- _Instructions for the task_
Pictures aside, repeat the listing below exactly.

- _Dataset records_
================
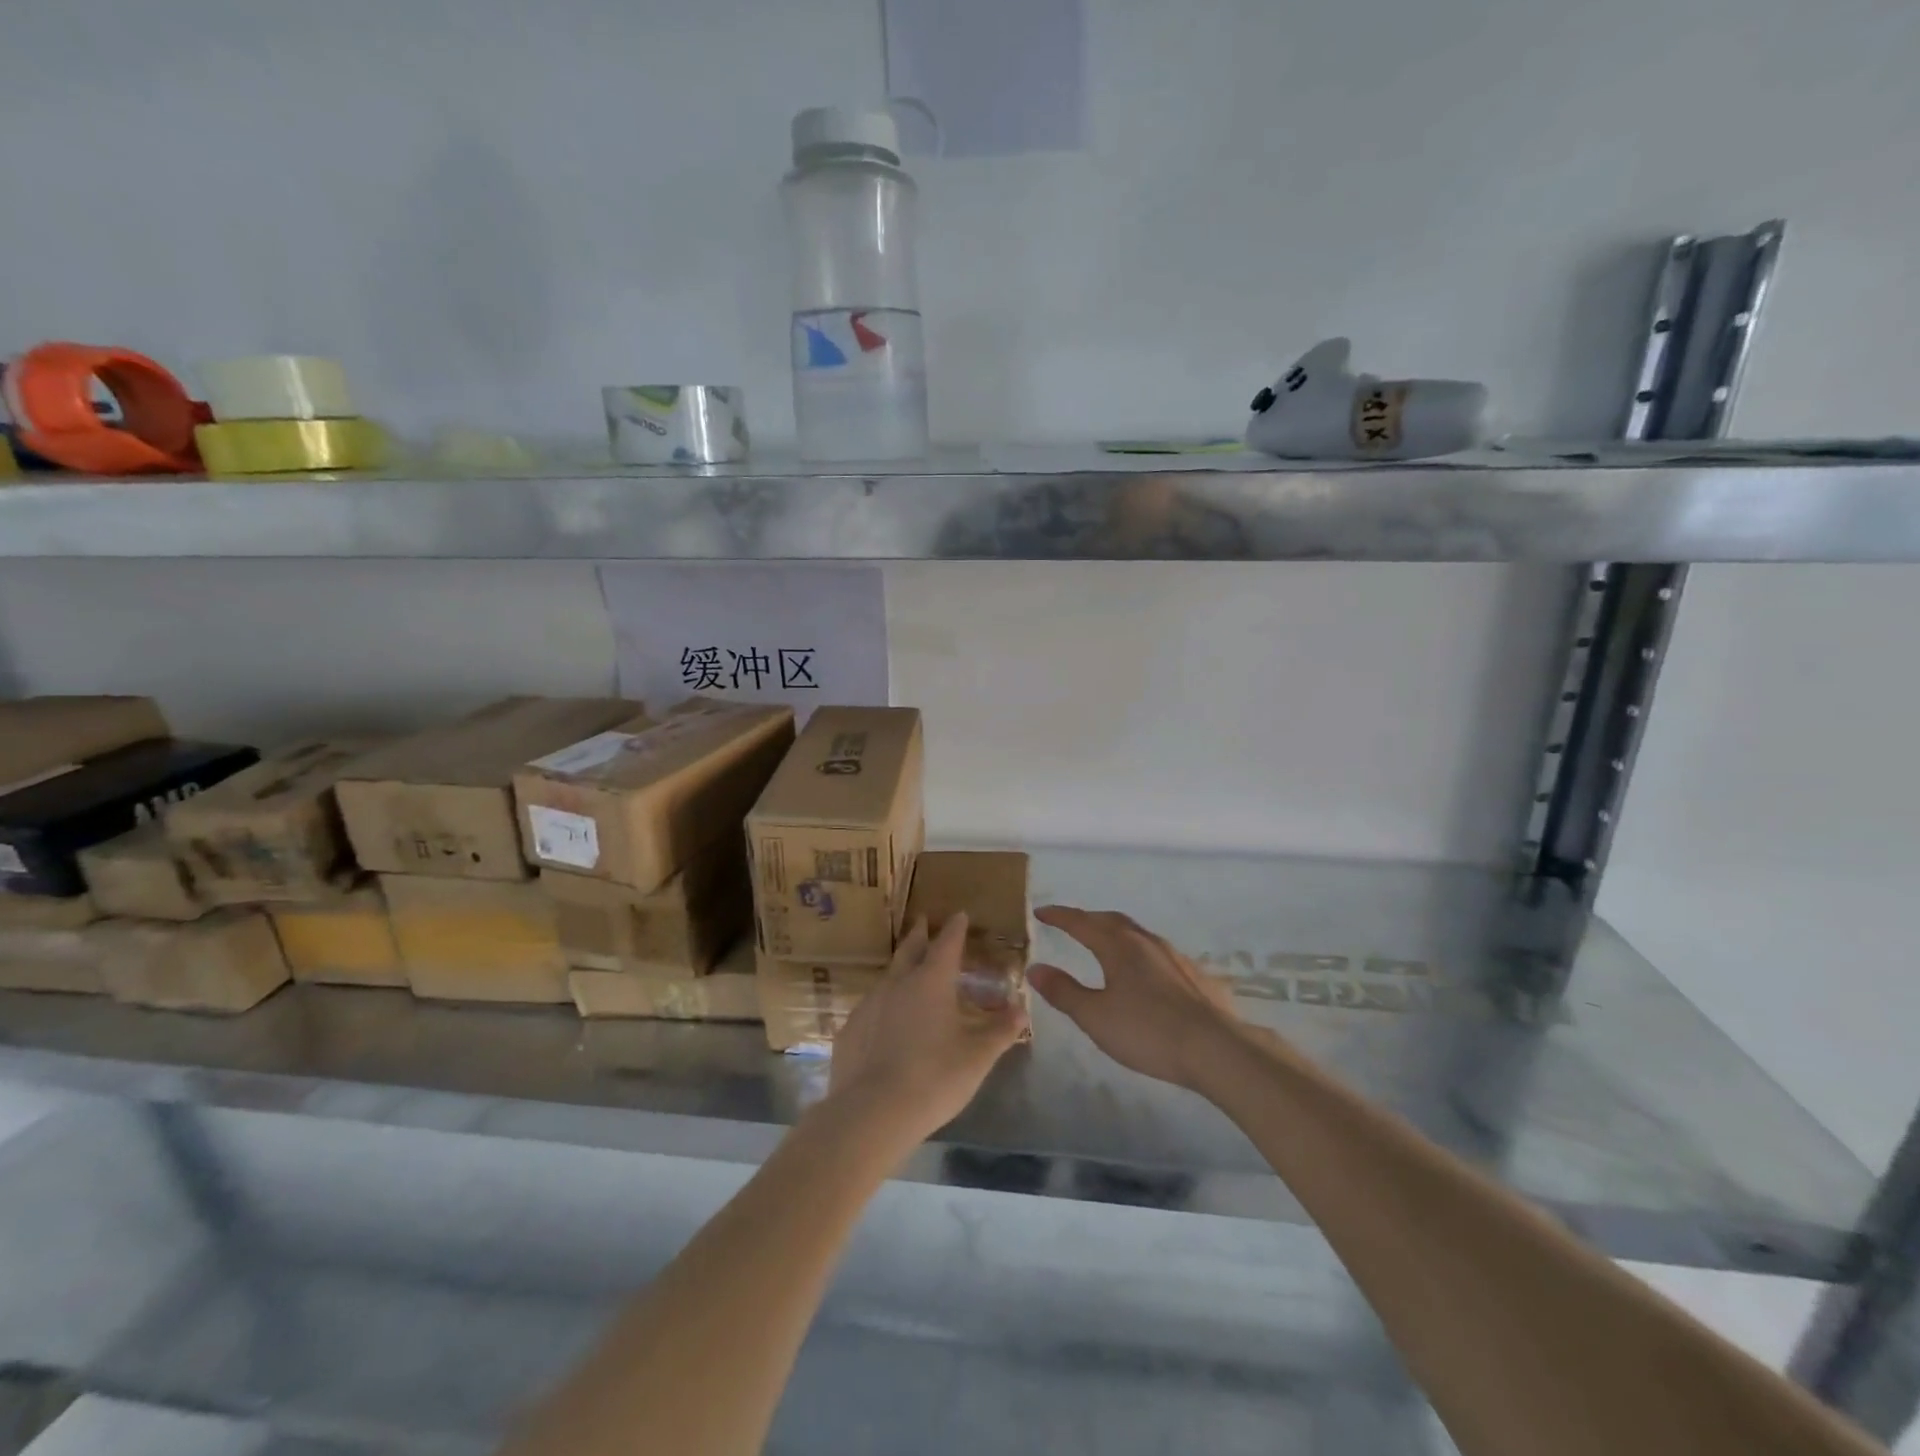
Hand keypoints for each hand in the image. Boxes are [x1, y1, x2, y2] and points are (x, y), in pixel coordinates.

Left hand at [827, 914, 1026, 1144]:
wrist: (871, 1112)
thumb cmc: (934, 1078)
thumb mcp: (977, 1057)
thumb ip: (1000, 1030)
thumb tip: (1021, 1009)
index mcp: (932, 981)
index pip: (947, 943)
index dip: (955, 928)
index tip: (959, 914)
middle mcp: (898, 982)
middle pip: (910, 948)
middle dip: (920, 933)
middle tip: (923, 920)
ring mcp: (870, 1003)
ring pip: (888, 976)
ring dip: (901, 968)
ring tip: (909, 971)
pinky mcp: (851, 1028)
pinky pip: (872, 1006)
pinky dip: (884, 1003)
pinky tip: (887, 1020)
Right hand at [1030, 906, 1243, 1091]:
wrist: (1217, 1048)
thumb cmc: (1148, 1032)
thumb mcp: (1095, 1017)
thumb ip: (1064, 991)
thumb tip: (1036, 967)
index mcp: (1118, 947)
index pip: (1081, 922)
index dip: (1059, 916)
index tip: (1041, 912)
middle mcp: (1146, 942)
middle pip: (1112, 921)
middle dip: (1088, 919)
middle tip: (1072, 924)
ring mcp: (1175, 956)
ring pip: (1138, 934)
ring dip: (1116, 933)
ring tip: (1106, 945)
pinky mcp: (1196, 975)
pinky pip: (1159, 954)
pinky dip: (1141, 953)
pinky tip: (1146, 974)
================
- _Finished exercise_
Hand keypoints for each hand in the image. Boxes are [x1, y1, x2, y2] and points are (x, y), in pixel coordinates.

Left hand at [827, 914, 1026, 1144]:
wrist: (871, 1112)
thumb cmc: (934, 1078)
thumb mcp: (977, 1057)
thumb ip: (1000, 1030)
thumb tip: (1021, 1009)
index mcp: (932, 981)
index pip: (947, 943)
index dip: (955, 928)
index tip: (959, 914)
middle mcp: (898, 982)
middle pip: (910, 948)
middle dip: (920, 933)
middle tip: (923, 920)
ring mcp: (870, 1003)
ring pip: (888, 976)
ring dip: (901, 968)
ring tip: (909, 971)
pinky mcp: (851, 1028)
pinky pip: (872, 1006)
pinky dip: (884, 1003)
pinky tip: (887, 1020)
Right hand at [1030, 906, 1243, 1091]:
wrist: (1217, 1048)
thumb cmc: (1148, 1032)
thumb mcp: (1095, 1017)
thumb ip: (1064, 991)
thumb tip: (1036, 967)
index mcp: (1118, 947)
index pip: (1081, 922)
index dip: (1059, 916)
index tip: (1041, 912)
middle mcp: (1146, 942)
middle pip: (1112, 921)
middle dip: (1088, 919)
middle tip: (1072, 924)
ring mcp: (1175, 956)
ring pip: (1138, 934)
ring dip: (1116, 933)
ring tip: (1106, 945)
pinky mcp: (1196, 975)
pinky pip: (1159, 954)
pinky dip: (1141, 953)
pinky tip: (1146, 974)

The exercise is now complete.